Дерябин моего Моцарта проглотил почему-то без всякой обиды и как ни в чём не бывало снова принялся за своё; «А вы знаете».
– Я всё знаю, что ты меня спросишь, – сказал я, окончательно переходя на «ты». (А сколько можно «выкать» этому Дерябину-Скрябину.)– Я только не знаю, ты подбросишь письмо моим родителям или нет?
– Понимаете, Завитайкин, – вздохнул Дерябин, – мне, пожалуй, это будет трудно сделать.
– Чего ж тут трудного? Пробежать пятьдесят метров с конвертом в руках и опустить его незаметно в окно?
– Мне будет тяжело не физически, – пояснил Дерябин. – Мне будет морально тяжело.
– Это ещё почему же?
– Потому что... я, видите ли... я тоже влюблён в Таню!.. Конечно, – продолжал тихо говорить Дерябин, – мешать вам было бы нечестно с моей стороны... но помогать вам мне... было бы нечестно с вашей стороны...
Вообще-то мне показалось, что насчёт своей любви к Тане Кузовлевой Дерябин всё выдумал сейчас же. Выдумал, чтобы не участвовать в этой, чего скрывать, рискованной операции. Но уж больно у Дерябина был очень расстроенный вид. А может, и не выдумал? Просто скрывал, и всё. И всё равно эта новость меня очень расстроила.
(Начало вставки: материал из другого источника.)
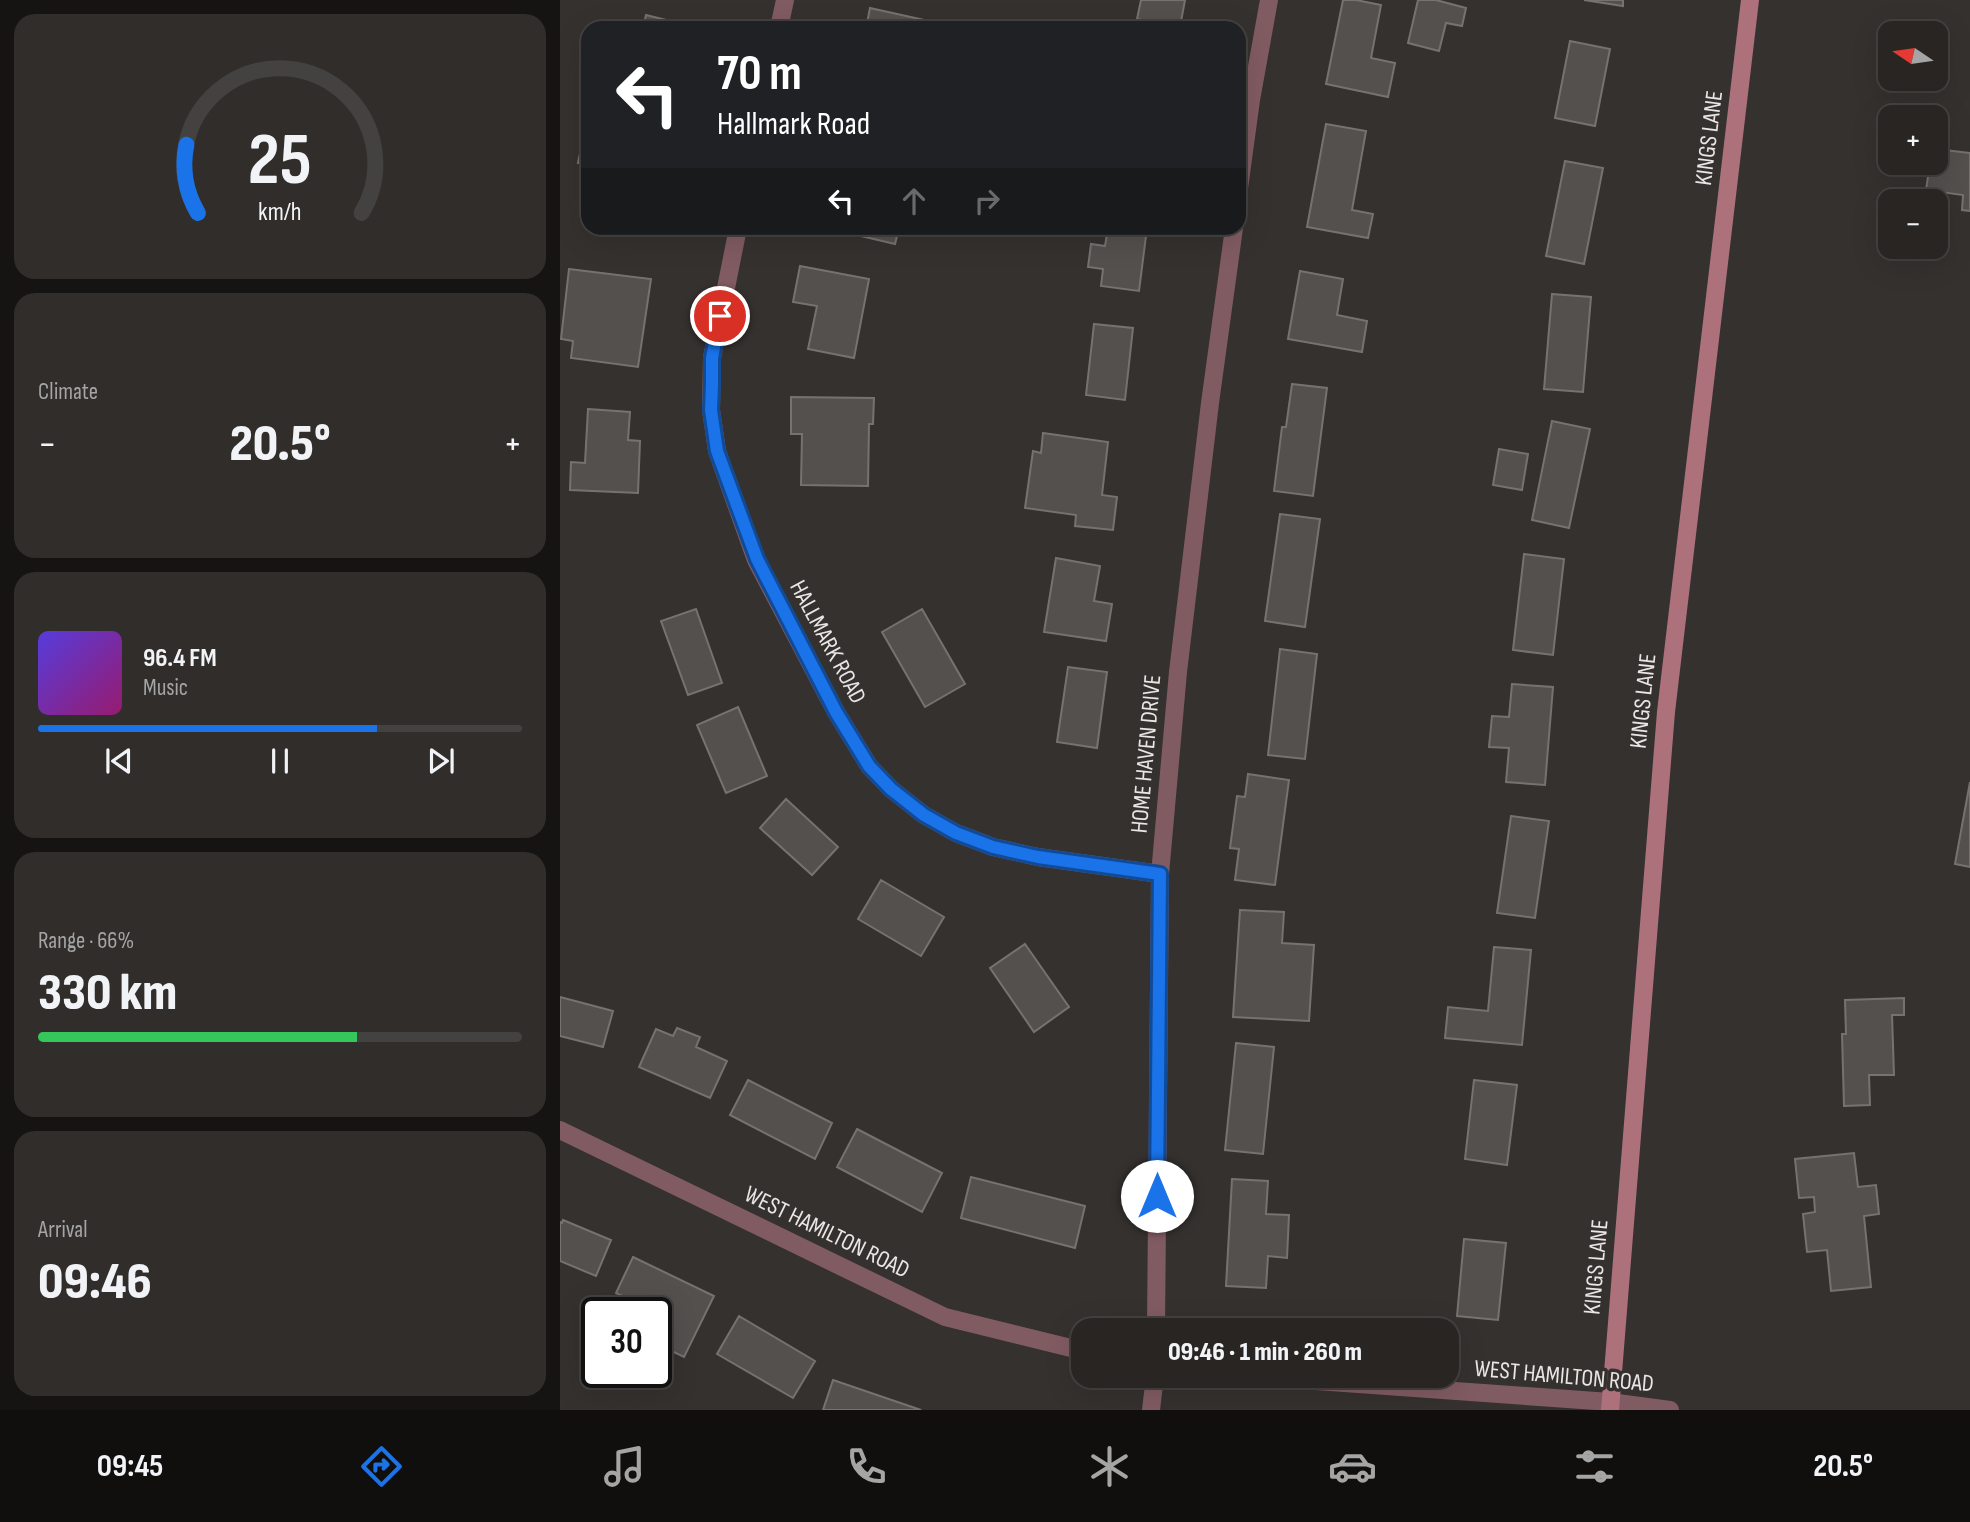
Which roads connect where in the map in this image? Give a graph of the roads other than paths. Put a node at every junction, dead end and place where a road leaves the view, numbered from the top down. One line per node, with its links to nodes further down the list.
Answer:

– И вообще, – тихо и растерянно добавил Дерябин, – как честный человек, я должен перед вами извиниться... Дело в том, что я вам играл вовсе не эпиталаму, а этюд Скрябина!..
Теперь пришлось растеряться и мне, потому что как же я мог отличить эпиталаму от этюда Скрябина, если я не слышал ни одного звука, а только видел, как прыгали по фанере пальцы Дерябина.
– Попугая мне простить не можешь! Роялист проклятый!.. – сказал я противным голосом. – Подожди, я его ещё научу приёмам самбо, он весь ваш дом расшвыряет!
Я не знаю, может, мне почудилось, но Скрябин-Дерябин вдруг как будто бы приподнялся с испуга в воздух и перелетел в одну секунду во двор своей дачи. Затем он пискнул «дефективный ребёнок!» и, как мне показалось, влетел вместе со своей музыкальной доской в окно своей комнаты. А я опустился на бревно и стал постепенно успокаиваться.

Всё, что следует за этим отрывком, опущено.